(Items listed in a dataset)

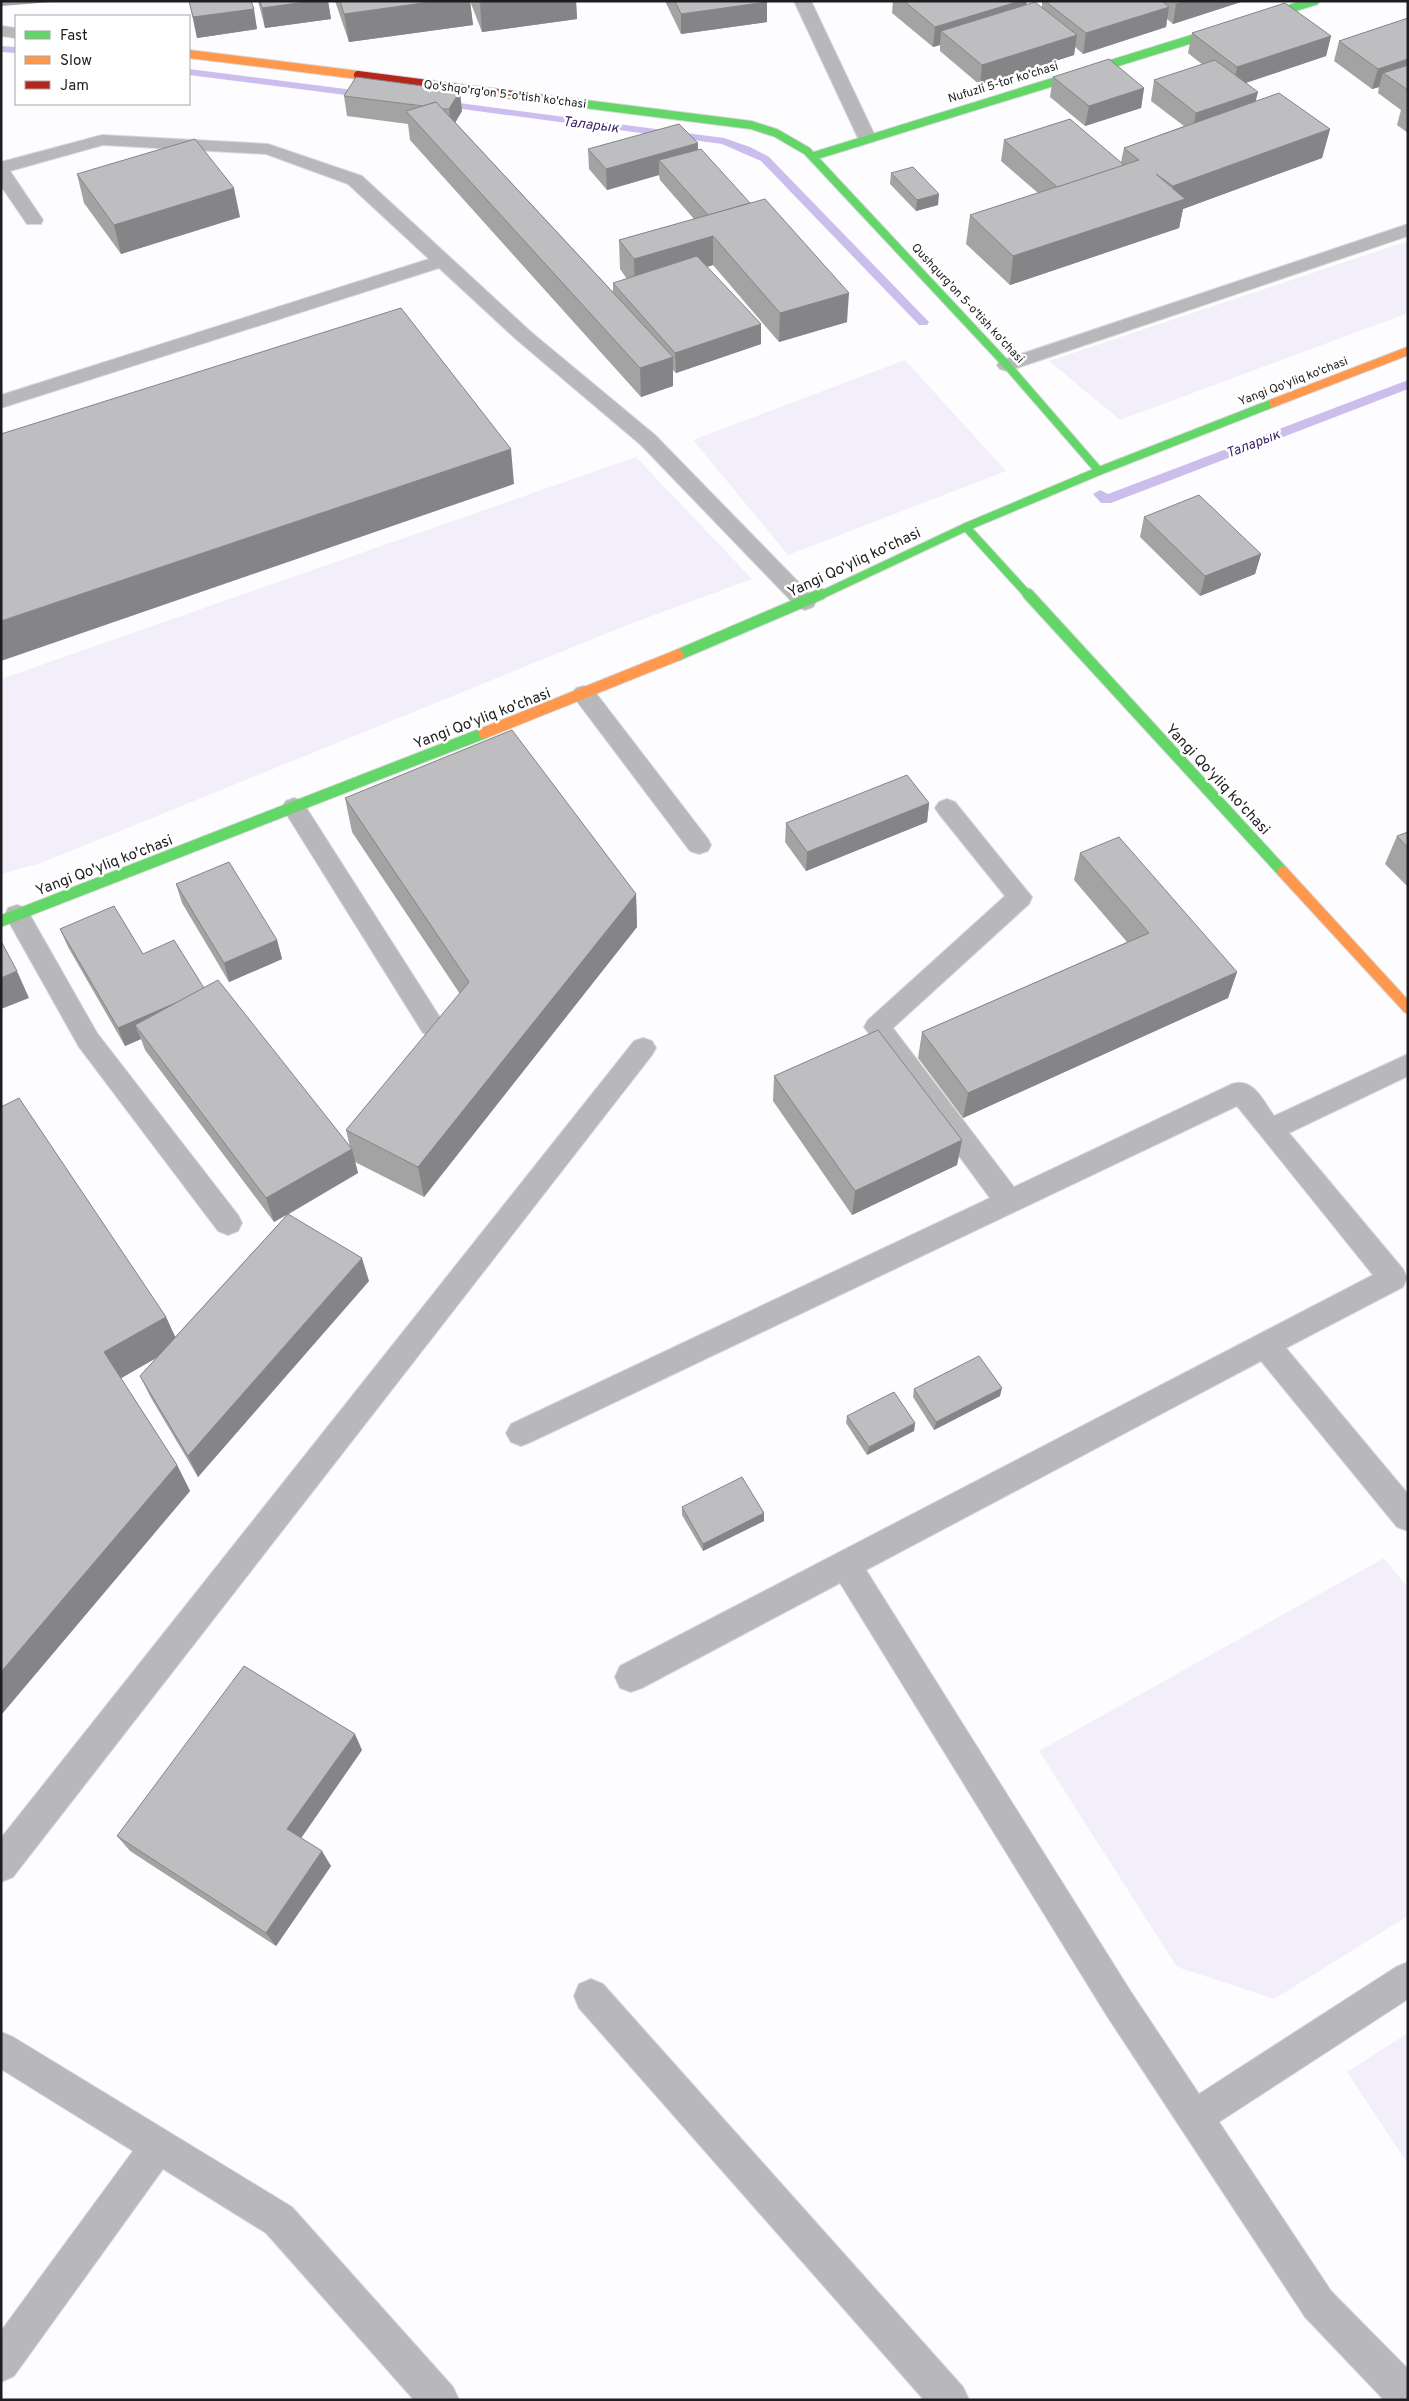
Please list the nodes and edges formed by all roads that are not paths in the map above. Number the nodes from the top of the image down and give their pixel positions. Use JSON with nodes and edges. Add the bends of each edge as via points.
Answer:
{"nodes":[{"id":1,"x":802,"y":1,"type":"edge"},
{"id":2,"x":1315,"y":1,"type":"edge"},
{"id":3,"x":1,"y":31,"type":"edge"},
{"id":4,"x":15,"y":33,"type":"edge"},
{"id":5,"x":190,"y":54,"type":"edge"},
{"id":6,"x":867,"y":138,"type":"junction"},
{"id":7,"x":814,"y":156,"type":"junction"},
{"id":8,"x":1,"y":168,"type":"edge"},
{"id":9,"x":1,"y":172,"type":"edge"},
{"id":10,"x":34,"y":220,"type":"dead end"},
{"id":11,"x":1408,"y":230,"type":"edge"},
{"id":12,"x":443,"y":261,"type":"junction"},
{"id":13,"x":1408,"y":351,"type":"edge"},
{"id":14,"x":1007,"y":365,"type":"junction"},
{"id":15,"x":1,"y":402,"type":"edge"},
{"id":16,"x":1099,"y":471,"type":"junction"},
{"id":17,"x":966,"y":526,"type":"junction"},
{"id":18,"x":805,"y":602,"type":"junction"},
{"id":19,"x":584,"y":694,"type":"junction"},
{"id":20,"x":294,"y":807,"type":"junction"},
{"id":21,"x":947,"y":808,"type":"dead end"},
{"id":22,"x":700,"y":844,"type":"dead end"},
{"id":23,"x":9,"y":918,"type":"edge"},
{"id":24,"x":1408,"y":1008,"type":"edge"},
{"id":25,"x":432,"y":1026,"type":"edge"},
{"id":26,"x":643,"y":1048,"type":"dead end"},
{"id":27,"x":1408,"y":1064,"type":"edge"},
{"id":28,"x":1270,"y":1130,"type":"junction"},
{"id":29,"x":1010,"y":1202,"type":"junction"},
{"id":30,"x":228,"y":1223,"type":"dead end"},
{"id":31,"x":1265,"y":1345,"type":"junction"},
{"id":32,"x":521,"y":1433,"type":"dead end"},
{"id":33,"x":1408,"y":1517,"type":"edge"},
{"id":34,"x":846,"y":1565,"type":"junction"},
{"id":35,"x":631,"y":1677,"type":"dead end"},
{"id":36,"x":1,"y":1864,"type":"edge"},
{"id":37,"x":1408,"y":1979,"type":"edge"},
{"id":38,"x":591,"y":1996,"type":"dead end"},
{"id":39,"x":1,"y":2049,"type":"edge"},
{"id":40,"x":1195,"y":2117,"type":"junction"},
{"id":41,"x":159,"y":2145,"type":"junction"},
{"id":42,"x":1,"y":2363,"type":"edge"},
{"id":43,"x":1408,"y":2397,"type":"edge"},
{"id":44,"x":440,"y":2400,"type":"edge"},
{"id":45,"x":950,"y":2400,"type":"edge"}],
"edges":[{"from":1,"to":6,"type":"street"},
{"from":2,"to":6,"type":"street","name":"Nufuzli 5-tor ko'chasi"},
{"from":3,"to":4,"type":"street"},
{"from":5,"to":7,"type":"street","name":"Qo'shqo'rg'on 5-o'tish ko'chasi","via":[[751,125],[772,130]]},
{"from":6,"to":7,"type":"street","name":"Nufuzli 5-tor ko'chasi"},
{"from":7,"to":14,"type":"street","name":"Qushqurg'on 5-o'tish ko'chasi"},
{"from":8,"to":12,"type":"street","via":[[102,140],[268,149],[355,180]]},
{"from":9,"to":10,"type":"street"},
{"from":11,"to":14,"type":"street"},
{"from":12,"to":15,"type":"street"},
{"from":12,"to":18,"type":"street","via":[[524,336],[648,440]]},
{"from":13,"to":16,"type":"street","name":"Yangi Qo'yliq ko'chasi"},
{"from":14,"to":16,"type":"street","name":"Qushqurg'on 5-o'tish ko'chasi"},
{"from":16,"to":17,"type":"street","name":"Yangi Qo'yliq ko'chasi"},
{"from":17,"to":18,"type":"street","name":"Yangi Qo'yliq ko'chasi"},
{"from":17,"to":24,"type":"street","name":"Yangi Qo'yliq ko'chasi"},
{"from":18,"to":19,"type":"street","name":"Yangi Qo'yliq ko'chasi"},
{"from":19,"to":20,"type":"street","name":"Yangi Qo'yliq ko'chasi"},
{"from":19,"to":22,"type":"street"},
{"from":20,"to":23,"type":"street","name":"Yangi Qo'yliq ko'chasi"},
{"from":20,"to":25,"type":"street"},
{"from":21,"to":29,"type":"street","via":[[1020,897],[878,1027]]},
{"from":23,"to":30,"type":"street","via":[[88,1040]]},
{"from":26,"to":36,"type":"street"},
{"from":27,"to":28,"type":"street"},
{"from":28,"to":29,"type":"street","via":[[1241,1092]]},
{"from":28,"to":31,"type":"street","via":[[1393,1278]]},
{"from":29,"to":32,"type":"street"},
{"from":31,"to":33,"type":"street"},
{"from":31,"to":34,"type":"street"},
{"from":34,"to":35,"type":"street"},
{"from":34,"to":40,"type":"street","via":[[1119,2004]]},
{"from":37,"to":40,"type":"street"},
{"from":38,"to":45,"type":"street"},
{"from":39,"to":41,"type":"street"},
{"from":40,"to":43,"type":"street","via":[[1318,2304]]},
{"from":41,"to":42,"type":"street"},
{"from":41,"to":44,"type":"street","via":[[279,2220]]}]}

:: Exercise directions ::
Repeat the records above exactly, without pictures.

:: Written solution ::
Please list the nodes and edges formed by all roads that are not paths in the map above. Number the nodes from the top of the image down and give their pixel positions. Use JSON with nodes and edges. Add the bends of each edge as via points.
Answer:
{"nodes":[{"id":1,"x":802,"y":1,"type":"edge"},
{"id":2,"x":1315,"y":1,"type":"edge"},
{"id":3,"x":1,"y":31,"type":"edge"},
{"id":4,"x":15,"y":33,"type":"edge"},
{"id":5,"x":190,"y":54,"type":"edge"},
{"id":6,"x":867,"y":138,"type":"junction"},
{"id":7,"x":814,"y":156,"type":"junction"},
{"id":8,"x":1,"y":168,"type":"edge"},
{"id":9,"x":1,"y":172,"type":"edge"},
{"id":10,"x":34,"y":220,"type":"dead end"},
{"id":11,"x":1408,"y":230,"type":"edge"},
{"id":12,"x":443,"y":261,"type":"junction"},
{"id":13,"x":1408,"y":351,"type":"edge"},
{"id":14,"x":1007,"y":365,"type":"junction"},
{"id":15,"x":1,"y":402,"type":"edge"},
{"id":16,"x":1099,"y":471,"type":"junction"},
{"id":17,"x":966,"y":526,"type":"junction"},
{"id":18,"x":805,"y":602,"type":"junction"},
{"id":19,"x":584,"y":694,"type":"junction"},
{"id":20,"x":294,"y":807,"type":"junction"},
{"id":21,"x":947,"y":808,"type":"dead end"},
{"id":22,"x":700,"y":844,"type":"dead end"},
{"id":23,"x":9,"y":918,"type":"edge"},
{"id":24,"x":1408,"y":1008,"type":"edge"},
{"id":25,"x":432,"y":1026,"type":"edge"},
{"id":26,"x":643,"y":1048,"type":"dead end"},
{"id":27,"x":1408,"y":1064,"type":"edge"},
{"id":28,"x":1270,"y":1130,"type":"junction"},
{"id":29,"x":1010,"y":1202,"type":"junction"},
{"id":30,"x":228,"y":1223,"type":"dead end"},
{"id":31,"x":1265,"y":1345,"type":"junction"},
{"id":32,"x":521,"y":1433,"type":"dead end"},
{"id":33,"x":1408,"y":1517,"type":"edge"},
{"id":34,"x":846,"y":1565,"type":"junction"},
{"id":35,"x":631,"y":1677,"type":"dead end"},
{"id":36,"x":1,"y":1864,"type":"edge"},
{"id":37,"x":1408,"y":1979,"type":"edge"},
{"id":38,"x":591,"y":1996,"type":"dead end"},
{"id":39,"x":1,"y":2049,"type":"edge"},
{"id":40,"x":1195,"y":2117,"type":"junction"},
{"id":41,"x":159,"y":2145,"type":"junction"},
{"id":42,"x":1,"y":2363,"type":"edge"},
{"id":43,"x":1408,"y":2397,"type":"edge"},
{"id":44,"x":440,"y":2400,"type":"edge"},
{"id":45,"x":950,"y":2400,"type":"edge"}],
"edges":[{"from":1,"to":6,"type":"street"},
{"from":2,"to":6,"type":"street","name":"Nufuzli 5-tor ko'chasi"},
{"from":3,"to":4,"type":"street"},
{"from":5,"to":7,"type":"street","name":"Qo'shqo'rg'on 5-o'tish ko'chasi","via":[[751,125],[772,130]]},
{"from":6,"to":7,"type":"street","name":"Nufuzli 5-tor ko'chasi"},
{"from":7,"to":14,"type":"street","name":"Qushqurg'on 5-o'tish ko'chasi"},
{"from":8,"to":12,"type":"street","via":[[102,140],[268,149],[355,180]]},
{"from":9,"to":10,"type":"street"},
{"from":11,"to":14,"type":"street"},
{"from":12,"to":15,"type":"street"},
{"from":12,"to":18,"type":"street","via":[[524,336],[648,440]]},
{"from":13,"to":16,"type":"street","name":"Yangi Qo'yliq ko'chasi"},
{"from":14,"to":16,"type":"street","name":"Qushqurg'on 5-o'tish ko'chasi"},
{"from":16,"to":17,"type":"street","name":"Yangi Qo'yliq ko'chasi"},
{"from":17,"to":18,"type":"street","name":"Yangi Qo'yliq ko'chasi"},
{"from":17,"to":24,"type":"street","name":"Yangi Qo'yliq ko'chasi"},
{"from":18,"to":19,"type":"street","name":"Yangi Qo'yliq ko'chasi"},
{"from":19,"to":20,"type":"street","name":"Yangi Qo'yliq ko'chasi"},
{"from":19,"to":22,"type":"street"},
{"from":20,"to":23,"type":"street","name":"Yangi Qo'yliq ko'chasi"},
{"from":20,"to":25,"type":"street"},
{"from":21,"to":29,"type":"street","via":[[1020,897],[878,1027]]},
{"from":23,"to":30,"type":"street","via":[[88,1040]]},
{"from":26,"to":36,"type":"street"},
{"from":27,"to":28,"type":"street"},
{"from":28,"to":29,"type":"street","via":[[1241,1092]]},
{"from":28,"to":31,"type":"street","via":[[1393,1278]]},
{"from":29,"to":32,"type":"street"},
{"from":31,"to":33,"type":"street"},
{"from":31,"to":34,"type":"street"},
{"from":34,"to":35,"type":"street"},
{"from":34,"to":40,"type":"street","via":[[1119,2004]]},
{"from":37,"to":40,"type":"street"},
{"from":38,"to":45,"type":"street"},
{"from":39,"to":41,"type":"street"},
{"from":40,"to":43,"type":"street","via":[[1318,2304]]},
{"from":41,"to":42,"type":"street"},
{"from":41,"to":44,"type":"street","via":[[279,2220]]}]}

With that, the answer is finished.